Minister Micky Adriaansens of Economic Affairs and Climate Policy:

‘We should remain alert to the risks of cyberattacks, which can have huge consequences, such as empty shelves in shops or production stoppages at industrial plants. It is the responsibility of businesses and consumers to take cybersecurity precautions. That having been said, this legislation will enable us to take a step forward in raising the level of cybersecurity among medium-sized and large entities in key sectors.’

Improving cybersecurity in supply chains and handling of incidents

Under the current Network and Information Security Directive, the Dutch government has already identified providers of essential services (such as banks, drinking water suppliers and energy suppliers) and digital service providers that must adopt cybersecurity measures and report serious cyber incidents. This is also supervised. The National Cyber Security Centre (NCSC), part of the Ministry of Justice and Security, offers support and advice to the providers of essential services, while the Computer Security Incident Response Team (CSIRT-DSP), part of the Ministry of Economic Affairs and Climate Policy, offers this to the relevant digital service providers.

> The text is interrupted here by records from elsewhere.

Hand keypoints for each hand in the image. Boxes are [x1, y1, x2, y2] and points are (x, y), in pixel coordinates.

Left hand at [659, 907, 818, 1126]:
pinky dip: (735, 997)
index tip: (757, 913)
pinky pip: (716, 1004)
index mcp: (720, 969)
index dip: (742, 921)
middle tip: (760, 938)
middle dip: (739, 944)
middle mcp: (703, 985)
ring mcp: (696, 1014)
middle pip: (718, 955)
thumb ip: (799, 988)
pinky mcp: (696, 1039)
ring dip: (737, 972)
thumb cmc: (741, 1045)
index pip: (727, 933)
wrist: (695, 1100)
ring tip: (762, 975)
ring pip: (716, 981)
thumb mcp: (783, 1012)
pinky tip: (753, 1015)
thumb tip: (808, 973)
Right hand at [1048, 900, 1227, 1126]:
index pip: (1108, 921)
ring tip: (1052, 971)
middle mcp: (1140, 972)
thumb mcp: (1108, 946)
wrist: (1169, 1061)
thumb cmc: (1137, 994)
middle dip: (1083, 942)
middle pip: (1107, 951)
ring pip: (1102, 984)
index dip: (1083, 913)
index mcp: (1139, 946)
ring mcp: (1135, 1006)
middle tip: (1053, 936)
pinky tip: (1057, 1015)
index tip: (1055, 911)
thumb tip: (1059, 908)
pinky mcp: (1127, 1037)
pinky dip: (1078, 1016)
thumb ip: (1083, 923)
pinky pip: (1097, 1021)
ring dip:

The number of sectors covered by this legislation will be significantly increased from mid-2024. Under the new NIS2 Directive, service providers will be classified into two categories: essential service providers and important service providers. The essential service providers, mainly consisting of entities operating in key sectors in the Netherlands, will be proactively supervised. The important service providers will be subject to a reactive supervisory regime, whereby supervision is triggered by indications of an incident. The latter are mostly medium-sized and large entities where a potential disruption of services would not have serious societal or economic consequences. In addition to the reporting obligation, all service providers in scope of the NIS2 Directive will be required to take security measures as part of their duty of care. This concerns, among other things, taking steps to increase the security of their supply chain and to ensure proper handling of cyber incidents.

Following the adoption of the provisional agreement by the European Parliament, the new NIS2 Directive is expected to be published this autumn, after which it can be transposed into national legislation from mid-2024.